3.3 R code for regression
3.3.1 Example: Cat Jumping3 (Correlation & SLR)
Consider the cat data given in Investigations 5.6 and 5.13. The idea is to understand cat jumping velocity as a function of body characteristics. Note that the correlation \(r=-0.496\) between bodymass and velocity.
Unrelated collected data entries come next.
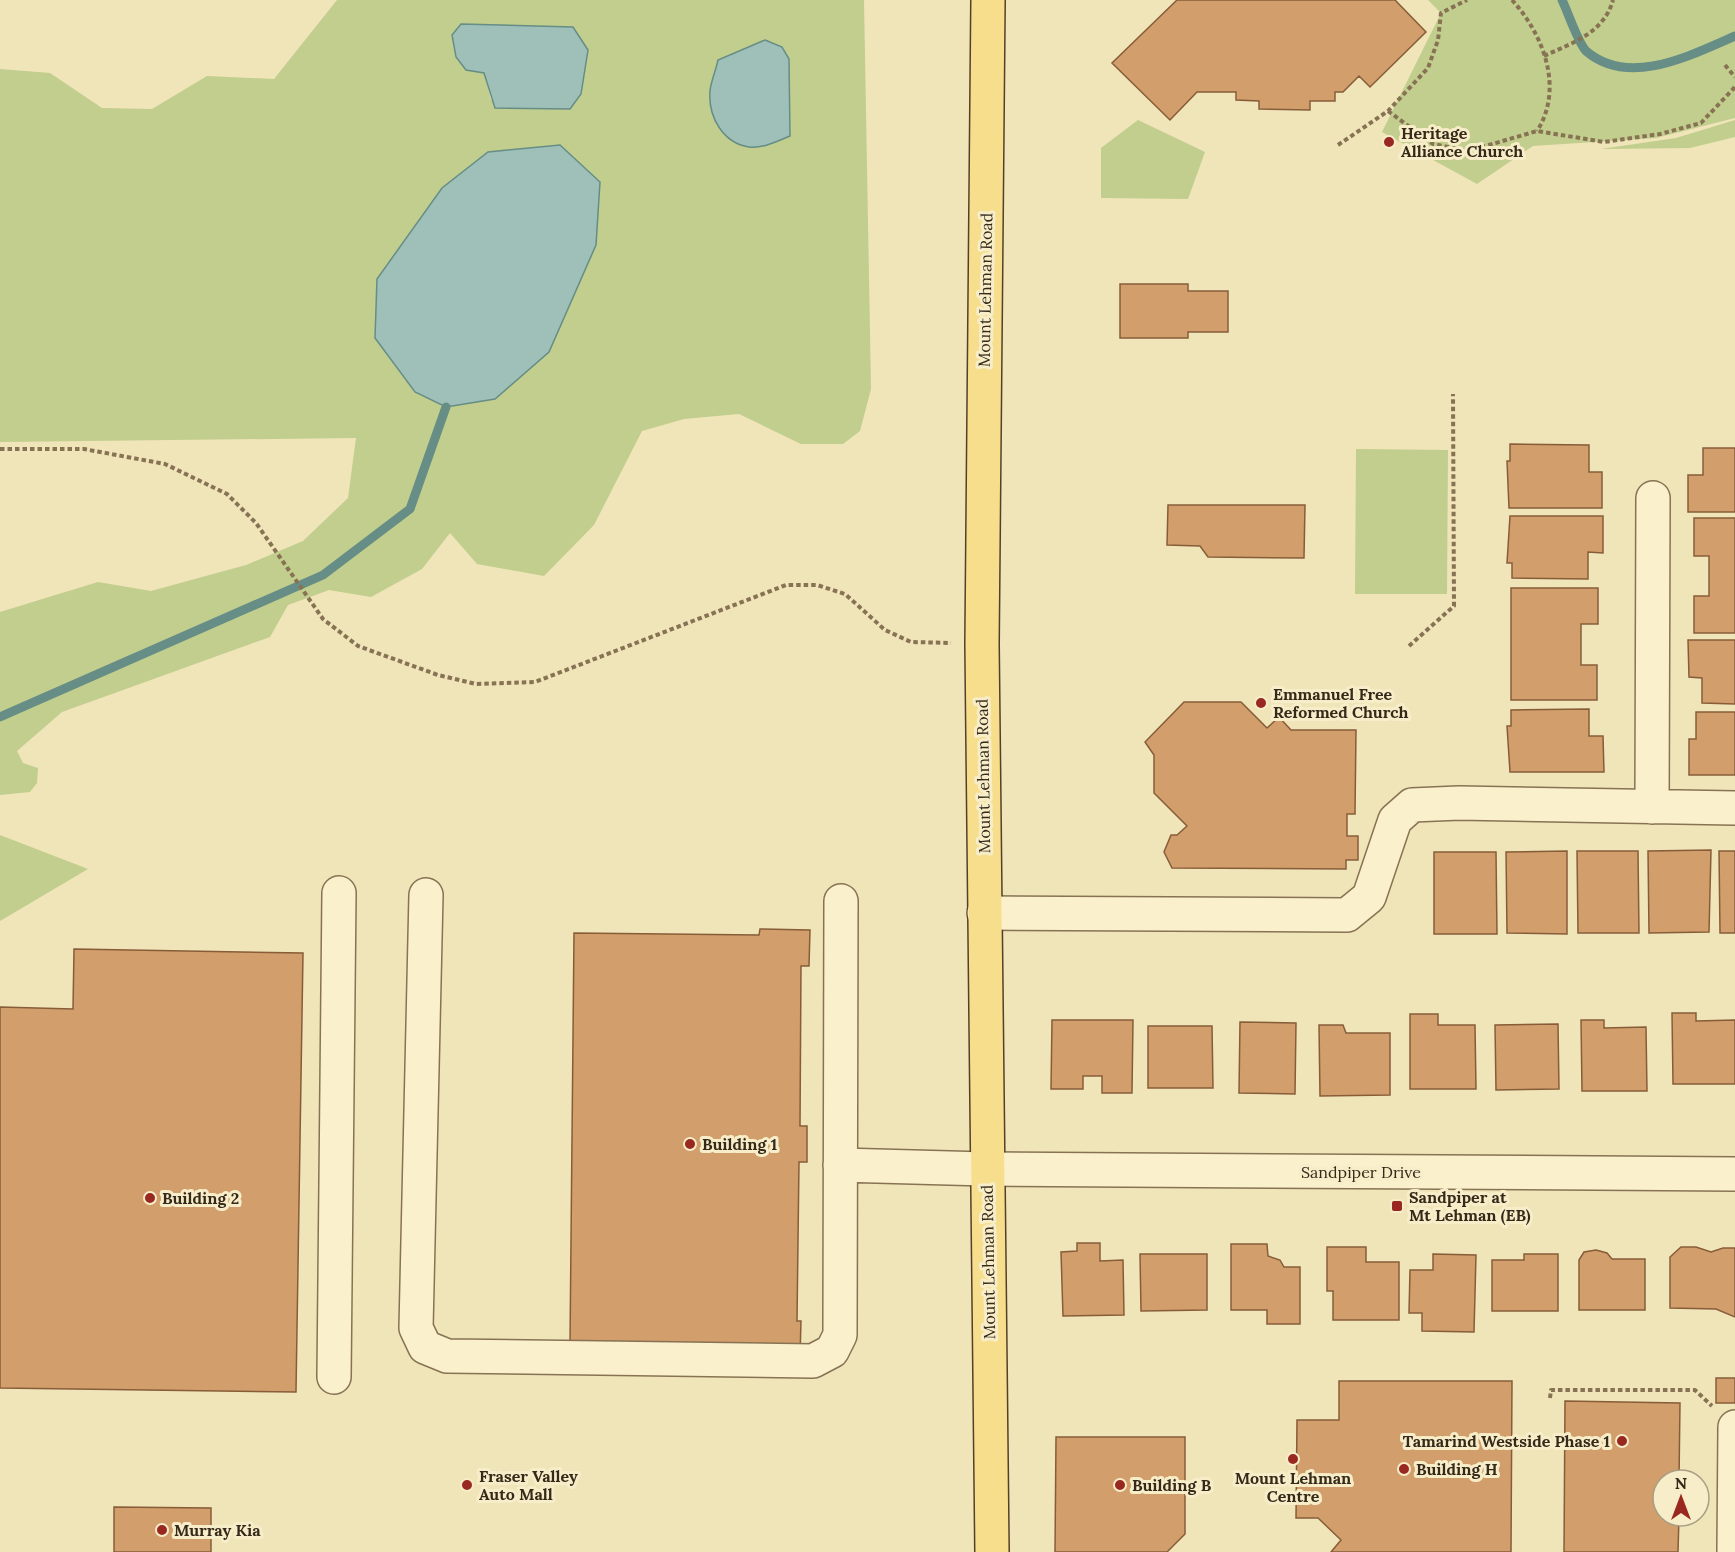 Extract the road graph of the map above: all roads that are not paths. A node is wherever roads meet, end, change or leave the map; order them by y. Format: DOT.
graph roads {
  1 [pos="987,0"];
  2 [pos="1653,498"];
  3 [pos="1652,807"];
  4 [pos="1735,808"];
  5 [pos="339,893"];
  6 [pos="426,895"];
  7 [pos="841,901"];
  8 [pos="984,913"];
  9 [pos="840,1165"];
  10 [pos="986,1169"];
  11 [pos="1735,1174"];
  12 [pos="334,1377"];
  13 [pos="1735,1427"];
  14 [pos="992,1552"];
  15 [pos="1734,1552"];
  1 -- 8 [label="main road, Mount Lehman Road"];
  2 -- 3 [label="street"];
  3 -- 4 [label="street"];
  3 -- 8 [label="street"];
  5 -- 12 [label="street"];
  6 -- 9 [label="street"];
  7 -- 9 [label="street"];
  8 -- 10 [label="main road, Mount Lehman Road"];
  9 -- 10 [label="street, Sandpiper Drive"];
  10 -- 11 [label="street, Sandpiper Drive"];
  10 -- 14 [label="main road, Mount Lehman Road"];
  13 -- 15 [label="street"];
}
Also, \(R^2 = (-0.496)^2 = 0.246.\) 24.6% of the variability in velocity can be explained by the bodymass.
cats <- read_table2("http://www.rossmanchance.com/iscam2/data/CatJumping.txt")
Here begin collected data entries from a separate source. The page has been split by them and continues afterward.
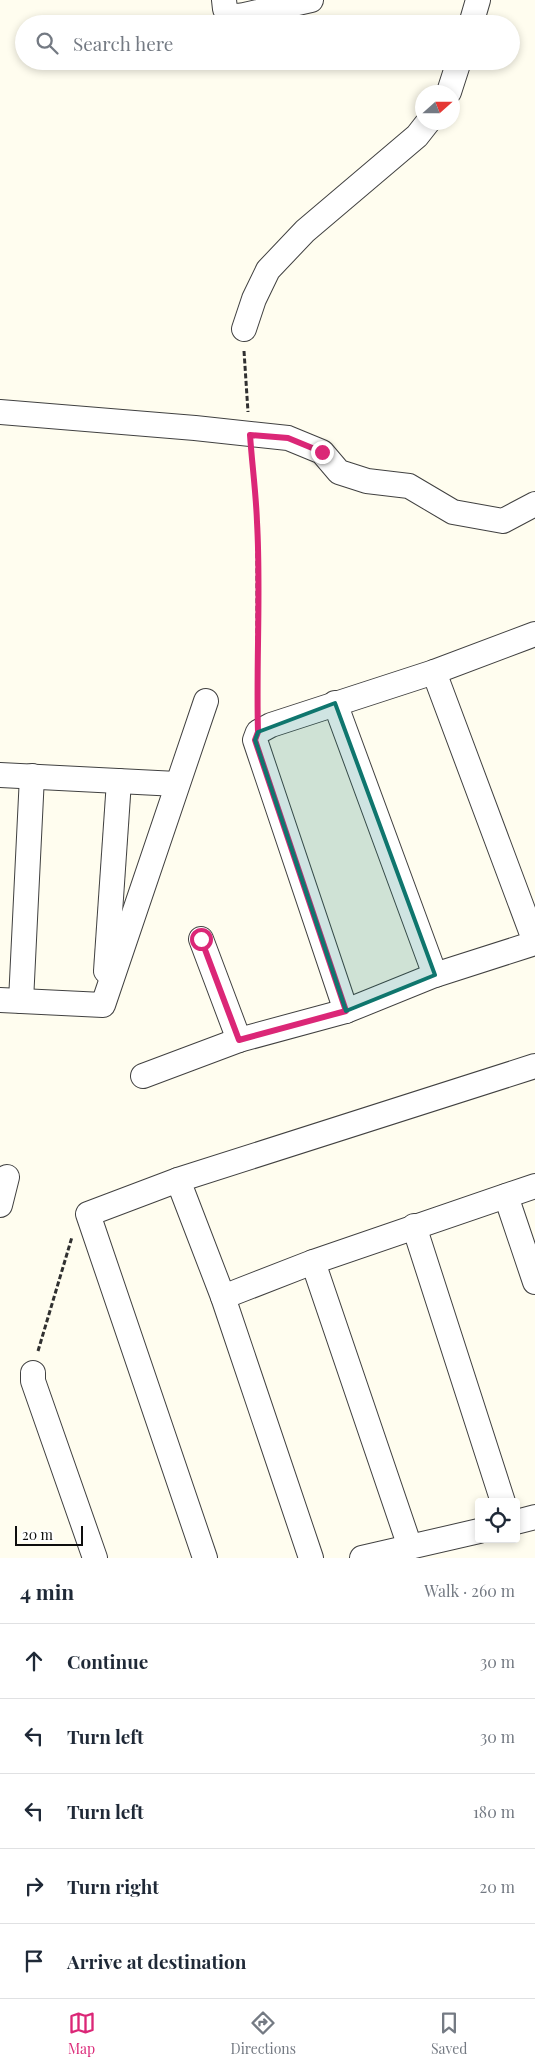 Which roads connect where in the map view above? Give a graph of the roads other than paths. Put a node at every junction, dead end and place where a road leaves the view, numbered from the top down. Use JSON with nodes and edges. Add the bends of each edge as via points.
{"nodes":[{"id":1,"x":224,"y":0,"type":"edge"},
{"id":2,"x":310,"y":0,"type":"edge"},
{"id":3,"x":478,"y":0,"type":"edge"},
{"id":4,"x":230,"y":15,"type":"edge"},
{"id":5,"x":244,"y":15,"type":"edge"},
{"id":6,"x":474,"y":15,"type":"edge"},
{"id":7,"x":456,"y":70,"type":"edge"},
{"id":8,"x":451,"y":85,"type":"edge"},
{"id":9,"x":422,"y":130,"type":"edge"},
{"id":10,"x":244,"y":329,"type":"road end"},
{"id":11,"x":0,"y":412,"type":"edge"},
{"id":12,"x":535,"y":504,"type":"edge"},
{"id":13,"x":534,"y":638,"type":"edge"},
{"id":14,"x":434,"y":672,"type":"junction"},
{"id":15,"x":206,"y":701,"type":"dead end"},
{"id":16,"x":335,"y":703,"type":"junction"},
{"id":17,"x":0,"y":775,"type":"edge"},
{"id":18,"x":32,"y":776,"type":"junction"},
{"id":19,"x":119,"y":781,"type":"junction"},
{"id":20,"x":177,"y":784,"type":"junction"},
{"id":21,"x":201,"y":939,"type":"dead end"},
{"id":22,"x":535,"y":943,"type":"edge"},
{"id":23,"x":435,"y":975,"type":"junction"},
{"id":24,"x":10,"y":1000,"type":"edge"},
{"id":25,"x":103,"y":1005,"type":"junction"},
{"id":26,"x":346,"y":1011,"type":"junction"},
{"id":27,"x":239,"y":1040,"type":"junction"},
{"id":28,"x":535,"y":1066,"type":"edge"},
{"id":29,"x":143,"y":1076,"type":"dead end"},
{"id":30,"x":7,"y":1177,"type":"dead end"},
{"id":31,"x":178,"y":1180,"type":"junction"},
{"id":32,"x":535,"y":1186,"type":"edge"},
{"id":33,"x":506,"y":1196,"type":"junction"},
{"id":34,"x":0,"y":1205,"type":"edge"},
{"id":35,"x":414,"y":1226,"type":"junction"},
{"id":36,"x":313,"y":1262,"type":"junction"},
{"id":37,"x":535,"y":1282,"type":"edge"},
{"id":38,"x":223,"y":1297,"type":"junction"},
{"id":39,"x":33,"y":1372,"type":"road end"},
{"id":40,"x":502,"y":1498,"type":"edge"},
{"id":41,"x":535,"y":1517,"type":"edge"},
{"id":42,"x":520,"y":1521,"type":"edge"},
{"id":43,"x":475,"y":1532,"type":"edge"},
{"id":44,"x":410,"y":1547,"type":"junction"},
{"id":45,"x":95,"y":1558,"type":"edge"},
{"id":46,"x":205,"y":1558,"type":"edge"},
{"id":47,"x":311,"y":1558,"type":"edge"},
{"id":48,"x":362,"y":1558,"type":"edge"}],
"edges":[{"from":1,"to":4,"type":"street"},
{"from":2,"to":5,"type":"street"},
{"from":3,"to":6,"type":"street"},
{"from":7,"to":8,"type":"street"},
{"from":9,"to":10,"type":"street","via":[[304,231],[268,270]]},
{"from":11,"to":12,"type":"street","via":[[288,438],[322,452],[339,472],[367,481],[409,486],[453,512],[504,521]]},
{"from":13,"to":14,"type":"street"},
{"from":14,"to":16,"type":"street"},
{"from":14,"to":22,"type":"street"},
{"from":15,"to":20,"type":"street"},
{"from":16,"to":23,"type":"street"},
{"from":16,"to":26,"type":"street","via":[[271,725],[258,732],[255,740]]},
{"from":17,"to":18,"type":"street"},
{"from":18,"to":19,"type":"street"},
{"from":18,"to":24,"type":"street"},
{"from":19,"to":20,"type":"street"},
{"from":19,"to":25,"type":"street"},
{"from":20,"to":25,"type":"street"},
{"from":21,"to":27,"type":"street"},
{"from":22,"to":23,"type":"street"},
{"from":23,"to":26,"type":"street"},
{"from":24,"to":25,"type":"street"},
{"from":26,"to":27,"type":"street"},
{"from":27,"to":29,"type":"street"},
{"from":28,"to":31,"type":"street"},
{"from":30,"to":34,"type":"street"},
{"from":31,"to":38,"type":"street"},
{"from":31,"to":46,"type":"street","via":[[88,1214]]},
{"from":32,"to":33,"type":"street"},
{"from":33,"to":35,"type":"street"},
{"from":33,"to":37,"type":"street"},
{"from":35,"to":36,"type":"street"},
{"from":35,"to":40,"type":"street"},
{"from":36,"to":38,"type":"street"},
{"from":36,"to":44,"type":"street"},
{"from":38,"to":47,"type":"street"},
{"from":39,"to":45,"type":"street","via":[[33,1381]]},
{"from":41,"to":42,"type":"street"},
{"from":43,"to":44,"type":"street"},
{"from":44,"to":48,"type":"street"}]}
ggplot(cats, aes(x=bodymass, y = velocity)) +
geom_point() +
geom_smooth(method = "lm", se=FALSE)
Simple Linear Regression
## # A tibble: 2 × 5
## term estimate std.error statistic p.value
## <chr> <dbl> <dbl> <dbl> <dbl>
## 1 (Intercept) 394. 23.4 16.8 1.35e-11
## 2 bodymass -0.0122 0.00533 -2.29 3.61e- 2
Residual Plot
And to work with the residuals, use augment()
.
## # A tibble: 18 × 8
## velocity bodymass .fitted .resid .hat .sigma .cooksd .std.resid
## <dbl> <dbl> <dbl> <dbl> <dbl> <dbl> <dbl> <dbl>
## 1 334. 3640 350. -15.6 0.0656 30.3 0.0104 -0.545
## 2 387. 2670 362. 25.4 0.131 29.7 0.0640 0.920
## 3 411. 5600 326. 84.6 0.119 19.8 0.629 3.05
## 4 319. 4130 344. -25.5 0.0557 29.8 0.0232 -0.887
## 5 369. 3020 358. 11.1 0.101 30.4 0.00867 0.394
## 6 359. 2660 362. -3.23 0.132 30.6 0.00105 -0.117
## 7 345. 3240 355. -10.4 0.0853 30.4 0.00624 -0.366
## 8 325. 5140 332. -7.19 0.0844 30.5 0.00297 -0.254
## 9 301. 3690 349. -48.1 0.0639 27.7 0.0962 -1.68
## 10 332. 3620 350. -18.5 0.0664 30.2 0.0149 -0.648
## 11 313. 5310 330. -17.1 0.0957 30.2 0.0196 -0.608
## 12 317. 5560 327. -9.86 0.116 30.4 0.00823 -0.354
## 13 376. 3970 346. 29.5 0.0572 29.5 0.0321 1.03
## 14 372. 3770 348. 23.9 0.0615 29.9 0.0228 0.834
## 15 314. 5100 332. -18.0 0.0820 30.2 0.0179 -0.634
## 16 368. 2950 358. 9.01 0.106 30.5 0.00614 0.322
## 17 286. 7930 298. -11.5 0.508 30.3 0.157 -0.552
## 18 352. 3550 351. 1.32 0.0692 30.6 0.0000797 0.0463
cats %>%
lm(velocity ~ bodymass, data = .) %>% augment() %>%
ggplot(aes(x = .fitted, y = .resid)) +
geom_point() +
geom_hline(yintercept = 0)
3.3.2 Example: Housing Prices4 (SLR & MLR & Prediction)
library(GGally)
house = read.table("http://www.rossmanchance.com/iscam2/data/housing.txt",
header=TRUE, sep="\t")
names(house)
## [1] "sqft" "price" "City" "bedrooms" "baths"
3.4 Reflection Questions
3.4.1 Correlation & Simple Linear Regression: IMS Chapter 7
- What does correlation measure?
- What values of correlation (\(r\)) would indicate large positive correlation? What about a large negative correlation?
- Sketch a scatterplot that has a strong relationship between the two variables but a correlation of virtually zero (hint: your plot will not be linear).
- How is \(R^2\) interpreted? Why is that? Make the argument which uses the ideas of “percent of variability in the response variable”?
- In a linear model what is an error / residual term and how it is calculated?
- How do we find the values of \(b_0\) and \(b_1\) for estimating the least squares line?
- Is least squares the only possible way to fit a line to a cloud of points? How else might we do it? Why do we tend to use least squares?